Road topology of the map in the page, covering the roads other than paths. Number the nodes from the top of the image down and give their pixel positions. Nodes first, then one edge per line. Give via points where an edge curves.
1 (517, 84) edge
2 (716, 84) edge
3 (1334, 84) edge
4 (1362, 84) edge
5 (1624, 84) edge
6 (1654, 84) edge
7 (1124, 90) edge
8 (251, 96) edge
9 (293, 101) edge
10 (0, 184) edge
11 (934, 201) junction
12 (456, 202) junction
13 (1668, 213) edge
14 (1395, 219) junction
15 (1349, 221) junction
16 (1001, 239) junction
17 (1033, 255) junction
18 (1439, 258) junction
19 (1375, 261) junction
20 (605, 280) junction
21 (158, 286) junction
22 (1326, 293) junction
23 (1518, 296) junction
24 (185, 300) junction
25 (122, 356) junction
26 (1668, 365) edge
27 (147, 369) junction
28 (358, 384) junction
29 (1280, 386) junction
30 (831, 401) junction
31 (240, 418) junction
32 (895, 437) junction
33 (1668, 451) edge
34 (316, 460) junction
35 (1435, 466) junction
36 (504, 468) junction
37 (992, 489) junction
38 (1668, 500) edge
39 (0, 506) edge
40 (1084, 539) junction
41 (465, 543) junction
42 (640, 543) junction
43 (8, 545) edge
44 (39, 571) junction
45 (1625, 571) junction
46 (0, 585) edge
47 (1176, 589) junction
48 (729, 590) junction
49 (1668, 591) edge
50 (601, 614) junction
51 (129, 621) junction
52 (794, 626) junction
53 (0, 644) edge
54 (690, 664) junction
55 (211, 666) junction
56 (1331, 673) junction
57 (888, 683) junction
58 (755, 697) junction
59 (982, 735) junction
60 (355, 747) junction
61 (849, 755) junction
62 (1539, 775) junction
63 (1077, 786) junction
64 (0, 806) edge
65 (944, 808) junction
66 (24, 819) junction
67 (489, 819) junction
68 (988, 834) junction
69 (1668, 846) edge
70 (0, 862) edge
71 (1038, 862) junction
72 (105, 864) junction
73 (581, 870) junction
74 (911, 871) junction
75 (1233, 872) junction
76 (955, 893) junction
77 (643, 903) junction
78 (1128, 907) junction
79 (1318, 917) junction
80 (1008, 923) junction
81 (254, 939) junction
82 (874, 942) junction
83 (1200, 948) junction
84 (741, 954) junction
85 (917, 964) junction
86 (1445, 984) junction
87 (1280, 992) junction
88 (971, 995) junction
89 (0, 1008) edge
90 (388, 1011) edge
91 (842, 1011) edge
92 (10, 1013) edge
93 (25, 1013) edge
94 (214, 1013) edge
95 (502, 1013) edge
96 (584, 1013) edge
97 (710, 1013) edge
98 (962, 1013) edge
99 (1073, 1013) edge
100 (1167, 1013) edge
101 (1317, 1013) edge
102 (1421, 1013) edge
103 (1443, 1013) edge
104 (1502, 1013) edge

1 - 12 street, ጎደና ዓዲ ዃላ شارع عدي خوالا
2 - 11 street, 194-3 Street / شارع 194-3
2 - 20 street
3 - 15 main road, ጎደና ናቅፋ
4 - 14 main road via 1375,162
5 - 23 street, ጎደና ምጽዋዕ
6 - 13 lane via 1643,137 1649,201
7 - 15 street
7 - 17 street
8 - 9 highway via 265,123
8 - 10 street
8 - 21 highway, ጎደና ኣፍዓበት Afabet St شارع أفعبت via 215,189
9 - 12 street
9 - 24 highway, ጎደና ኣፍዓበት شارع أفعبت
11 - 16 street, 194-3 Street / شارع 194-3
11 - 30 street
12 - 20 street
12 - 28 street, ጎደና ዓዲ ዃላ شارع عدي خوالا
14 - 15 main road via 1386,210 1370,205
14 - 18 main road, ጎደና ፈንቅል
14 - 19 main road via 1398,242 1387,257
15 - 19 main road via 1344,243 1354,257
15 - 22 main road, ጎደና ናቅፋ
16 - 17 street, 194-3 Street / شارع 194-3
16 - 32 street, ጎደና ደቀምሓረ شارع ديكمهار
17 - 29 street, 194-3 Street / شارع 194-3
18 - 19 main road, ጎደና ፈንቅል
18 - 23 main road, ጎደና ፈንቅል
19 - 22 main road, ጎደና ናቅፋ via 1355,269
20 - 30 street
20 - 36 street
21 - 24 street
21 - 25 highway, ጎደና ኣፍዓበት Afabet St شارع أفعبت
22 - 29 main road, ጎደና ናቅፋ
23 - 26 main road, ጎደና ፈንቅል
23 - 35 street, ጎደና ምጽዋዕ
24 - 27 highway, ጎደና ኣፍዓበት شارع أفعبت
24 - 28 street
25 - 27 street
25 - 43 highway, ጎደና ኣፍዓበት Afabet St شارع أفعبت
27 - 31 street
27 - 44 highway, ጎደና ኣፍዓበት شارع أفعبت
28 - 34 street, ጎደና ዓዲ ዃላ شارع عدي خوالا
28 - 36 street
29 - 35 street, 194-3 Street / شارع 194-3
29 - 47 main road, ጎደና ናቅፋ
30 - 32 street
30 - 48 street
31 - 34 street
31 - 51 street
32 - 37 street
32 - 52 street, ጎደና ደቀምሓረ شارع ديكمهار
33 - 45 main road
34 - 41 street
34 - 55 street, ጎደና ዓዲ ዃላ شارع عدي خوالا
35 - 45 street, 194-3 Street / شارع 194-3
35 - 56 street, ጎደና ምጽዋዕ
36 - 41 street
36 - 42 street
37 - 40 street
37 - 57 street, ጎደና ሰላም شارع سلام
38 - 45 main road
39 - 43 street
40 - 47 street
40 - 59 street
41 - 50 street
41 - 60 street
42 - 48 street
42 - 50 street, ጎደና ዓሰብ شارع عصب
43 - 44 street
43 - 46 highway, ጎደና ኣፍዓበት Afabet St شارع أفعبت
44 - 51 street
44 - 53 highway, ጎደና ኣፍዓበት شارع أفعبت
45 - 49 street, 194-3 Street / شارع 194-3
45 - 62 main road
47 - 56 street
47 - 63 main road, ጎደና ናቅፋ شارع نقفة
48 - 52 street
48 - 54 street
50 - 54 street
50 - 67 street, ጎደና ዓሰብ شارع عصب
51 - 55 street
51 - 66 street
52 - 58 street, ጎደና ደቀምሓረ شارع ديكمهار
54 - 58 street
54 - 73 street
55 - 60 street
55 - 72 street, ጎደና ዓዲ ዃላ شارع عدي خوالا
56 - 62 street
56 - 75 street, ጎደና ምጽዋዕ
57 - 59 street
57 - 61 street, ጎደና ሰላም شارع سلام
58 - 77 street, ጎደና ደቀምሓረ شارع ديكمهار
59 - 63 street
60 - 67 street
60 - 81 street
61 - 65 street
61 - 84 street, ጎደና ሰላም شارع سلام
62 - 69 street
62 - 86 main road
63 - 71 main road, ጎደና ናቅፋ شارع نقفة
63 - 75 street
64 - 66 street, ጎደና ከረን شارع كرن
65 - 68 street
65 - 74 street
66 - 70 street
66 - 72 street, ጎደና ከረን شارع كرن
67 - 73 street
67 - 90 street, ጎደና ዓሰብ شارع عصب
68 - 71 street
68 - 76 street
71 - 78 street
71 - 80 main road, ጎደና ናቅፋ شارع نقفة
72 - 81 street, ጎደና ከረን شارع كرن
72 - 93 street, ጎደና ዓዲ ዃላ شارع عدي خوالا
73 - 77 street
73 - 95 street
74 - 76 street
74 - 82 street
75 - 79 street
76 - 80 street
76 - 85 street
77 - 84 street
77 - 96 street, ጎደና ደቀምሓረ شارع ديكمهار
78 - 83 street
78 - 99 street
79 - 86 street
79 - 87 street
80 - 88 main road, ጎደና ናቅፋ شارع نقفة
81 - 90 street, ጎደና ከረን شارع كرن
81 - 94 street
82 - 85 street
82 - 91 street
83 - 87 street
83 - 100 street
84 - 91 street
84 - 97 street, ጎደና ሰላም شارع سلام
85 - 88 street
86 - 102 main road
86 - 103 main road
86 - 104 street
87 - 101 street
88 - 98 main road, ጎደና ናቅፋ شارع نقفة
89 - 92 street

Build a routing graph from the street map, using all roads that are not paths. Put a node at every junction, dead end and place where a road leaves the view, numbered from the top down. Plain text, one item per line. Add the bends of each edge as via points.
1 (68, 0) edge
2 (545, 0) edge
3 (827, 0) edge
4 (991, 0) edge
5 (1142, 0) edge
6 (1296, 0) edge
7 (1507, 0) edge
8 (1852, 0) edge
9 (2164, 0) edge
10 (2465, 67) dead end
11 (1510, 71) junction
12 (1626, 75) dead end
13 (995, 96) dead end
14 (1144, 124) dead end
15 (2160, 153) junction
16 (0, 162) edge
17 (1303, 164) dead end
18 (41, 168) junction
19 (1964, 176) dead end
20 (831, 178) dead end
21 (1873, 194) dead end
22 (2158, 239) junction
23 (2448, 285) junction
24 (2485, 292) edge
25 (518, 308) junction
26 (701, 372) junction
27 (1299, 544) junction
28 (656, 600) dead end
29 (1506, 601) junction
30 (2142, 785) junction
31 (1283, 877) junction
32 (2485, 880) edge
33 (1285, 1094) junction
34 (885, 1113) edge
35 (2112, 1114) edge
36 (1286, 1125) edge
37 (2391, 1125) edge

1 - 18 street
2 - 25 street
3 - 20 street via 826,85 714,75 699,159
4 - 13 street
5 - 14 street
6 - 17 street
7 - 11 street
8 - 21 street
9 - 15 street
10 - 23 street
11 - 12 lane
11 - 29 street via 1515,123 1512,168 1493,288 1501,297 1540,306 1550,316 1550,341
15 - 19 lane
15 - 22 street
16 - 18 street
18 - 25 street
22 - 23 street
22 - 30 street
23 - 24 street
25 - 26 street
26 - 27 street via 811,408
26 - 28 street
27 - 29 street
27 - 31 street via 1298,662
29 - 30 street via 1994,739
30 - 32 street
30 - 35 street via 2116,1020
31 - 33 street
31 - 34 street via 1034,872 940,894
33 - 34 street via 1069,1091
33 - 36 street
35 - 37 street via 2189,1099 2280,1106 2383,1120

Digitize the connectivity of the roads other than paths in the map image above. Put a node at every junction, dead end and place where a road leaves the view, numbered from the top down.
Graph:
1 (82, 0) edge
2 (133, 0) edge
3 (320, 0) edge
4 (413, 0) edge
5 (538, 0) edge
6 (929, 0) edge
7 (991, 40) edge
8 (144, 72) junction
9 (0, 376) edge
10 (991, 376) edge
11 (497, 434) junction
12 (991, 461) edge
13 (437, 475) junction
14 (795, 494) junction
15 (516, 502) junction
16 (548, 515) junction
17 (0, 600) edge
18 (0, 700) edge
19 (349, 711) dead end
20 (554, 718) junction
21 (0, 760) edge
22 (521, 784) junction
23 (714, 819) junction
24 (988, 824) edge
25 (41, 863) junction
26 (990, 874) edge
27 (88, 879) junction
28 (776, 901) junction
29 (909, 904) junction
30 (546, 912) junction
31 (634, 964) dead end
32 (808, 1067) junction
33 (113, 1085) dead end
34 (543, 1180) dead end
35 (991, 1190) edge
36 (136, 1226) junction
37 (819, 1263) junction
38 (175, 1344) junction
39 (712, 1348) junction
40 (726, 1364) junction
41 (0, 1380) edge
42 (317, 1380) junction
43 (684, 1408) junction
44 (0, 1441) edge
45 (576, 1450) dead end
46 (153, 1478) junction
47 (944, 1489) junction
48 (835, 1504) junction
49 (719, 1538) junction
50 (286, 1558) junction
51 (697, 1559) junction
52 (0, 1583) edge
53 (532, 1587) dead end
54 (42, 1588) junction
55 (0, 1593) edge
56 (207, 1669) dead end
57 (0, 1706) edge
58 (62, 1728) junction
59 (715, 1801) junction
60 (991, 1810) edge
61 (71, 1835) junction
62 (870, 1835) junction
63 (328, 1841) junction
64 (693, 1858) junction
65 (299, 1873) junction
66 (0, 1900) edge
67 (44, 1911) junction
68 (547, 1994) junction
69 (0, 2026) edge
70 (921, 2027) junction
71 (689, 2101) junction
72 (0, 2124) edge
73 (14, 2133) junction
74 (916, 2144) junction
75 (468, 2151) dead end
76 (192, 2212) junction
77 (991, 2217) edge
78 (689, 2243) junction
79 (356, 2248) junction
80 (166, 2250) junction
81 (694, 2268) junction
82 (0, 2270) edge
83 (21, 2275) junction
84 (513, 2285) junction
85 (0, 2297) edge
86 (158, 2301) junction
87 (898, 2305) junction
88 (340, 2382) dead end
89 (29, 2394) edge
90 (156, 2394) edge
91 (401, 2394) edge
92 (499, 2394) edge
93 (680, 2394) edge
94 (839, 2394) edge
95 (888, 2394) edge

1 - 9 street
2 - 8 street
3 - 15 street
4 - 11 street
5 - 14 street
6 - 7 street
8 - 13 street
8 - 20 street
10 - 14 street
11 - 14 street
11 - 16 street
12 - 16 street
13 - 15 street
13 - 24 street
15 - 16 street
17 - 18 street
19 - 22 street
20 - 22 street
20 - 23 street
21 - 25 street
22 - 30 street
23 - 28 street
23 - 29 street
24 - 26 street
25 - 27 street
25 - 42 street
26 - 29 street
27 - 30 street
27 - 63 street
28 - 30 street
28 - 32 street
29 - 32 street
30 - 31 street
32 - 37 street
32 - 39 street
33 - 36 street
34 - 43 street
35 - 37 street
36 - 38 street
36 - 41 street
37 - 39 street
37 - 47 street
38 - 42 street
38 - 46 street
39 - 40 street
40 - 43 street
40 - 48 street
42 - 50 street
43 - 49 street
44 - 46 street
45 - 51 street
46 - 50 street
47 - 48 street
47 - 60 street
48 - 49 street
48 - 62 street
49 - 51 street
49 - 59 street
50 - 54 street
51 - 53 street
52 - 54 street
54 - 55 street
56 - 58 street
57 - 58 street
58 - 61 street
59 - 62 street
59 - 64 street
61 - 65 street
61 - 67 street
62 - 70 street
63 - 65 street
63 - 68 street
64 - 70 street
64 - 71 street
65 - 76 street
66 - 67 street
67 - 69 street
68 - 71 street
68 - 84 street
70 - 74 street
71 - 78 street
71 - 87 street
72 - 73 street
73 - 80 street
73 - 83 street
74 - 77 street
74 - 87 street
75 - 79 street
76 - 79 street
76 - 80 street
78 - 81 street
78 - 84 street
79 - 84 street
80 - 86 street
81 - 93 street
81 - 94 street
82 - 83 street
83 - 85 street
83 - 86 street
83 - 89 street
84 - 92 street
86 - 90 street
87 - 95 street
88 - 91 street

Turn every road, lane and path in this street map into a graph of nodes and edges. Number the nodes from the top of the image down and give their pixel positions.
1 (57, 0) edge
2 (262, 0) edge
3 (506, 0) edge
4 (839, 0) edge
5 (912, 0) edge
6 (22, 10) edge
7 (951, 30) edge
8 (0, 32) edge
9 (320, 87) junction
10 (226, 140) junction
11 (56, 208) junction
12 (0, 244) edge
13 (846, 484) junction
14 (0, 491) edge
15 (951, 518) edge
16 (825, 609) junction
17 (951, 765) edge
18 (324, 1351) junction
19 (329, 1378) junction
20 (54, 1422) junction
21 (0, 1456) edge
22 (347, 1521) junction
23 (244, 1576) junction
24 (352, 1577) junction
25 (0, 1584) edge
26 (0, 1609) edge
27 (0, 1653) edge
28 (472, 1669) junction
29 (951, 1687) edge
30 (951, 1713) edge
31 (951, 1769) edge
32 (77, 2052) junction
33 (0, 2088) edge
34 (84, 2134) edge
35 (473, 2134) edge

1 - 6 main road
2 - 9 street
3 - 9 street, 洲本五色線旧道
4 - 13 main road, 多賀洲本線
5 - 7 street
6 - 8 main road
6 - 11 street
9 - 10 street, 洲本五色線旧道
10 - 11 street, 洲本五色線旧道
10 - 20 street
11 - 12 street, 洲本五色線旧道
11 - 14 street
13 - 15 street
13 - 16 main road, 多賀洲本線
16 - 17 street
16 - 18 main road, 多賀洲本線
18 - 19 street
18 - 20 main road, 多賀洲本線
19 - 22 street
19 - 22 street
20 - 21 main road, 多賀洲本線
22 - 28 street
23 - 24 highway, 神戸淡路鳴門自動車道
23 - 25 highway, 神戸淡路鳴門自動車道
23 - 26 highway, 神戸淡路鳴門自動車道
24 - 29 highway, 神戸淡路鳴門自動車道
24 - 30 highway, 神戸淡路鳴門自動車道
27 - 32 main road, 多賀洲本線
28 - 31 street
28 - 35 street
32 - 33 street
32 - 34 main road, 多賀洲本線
_ _ _ _ _
> [Task brief]:
Take each line above that holds the string "洲本五色線旧道" and copy it.

> [Output below]:
3 - 9 street, 洲本五色線旧道
9 - 10 street, 洲本五色線旧道
10 - 11 street, 洲本五色線旧道
11 - 12 street, 洲本五色線旧道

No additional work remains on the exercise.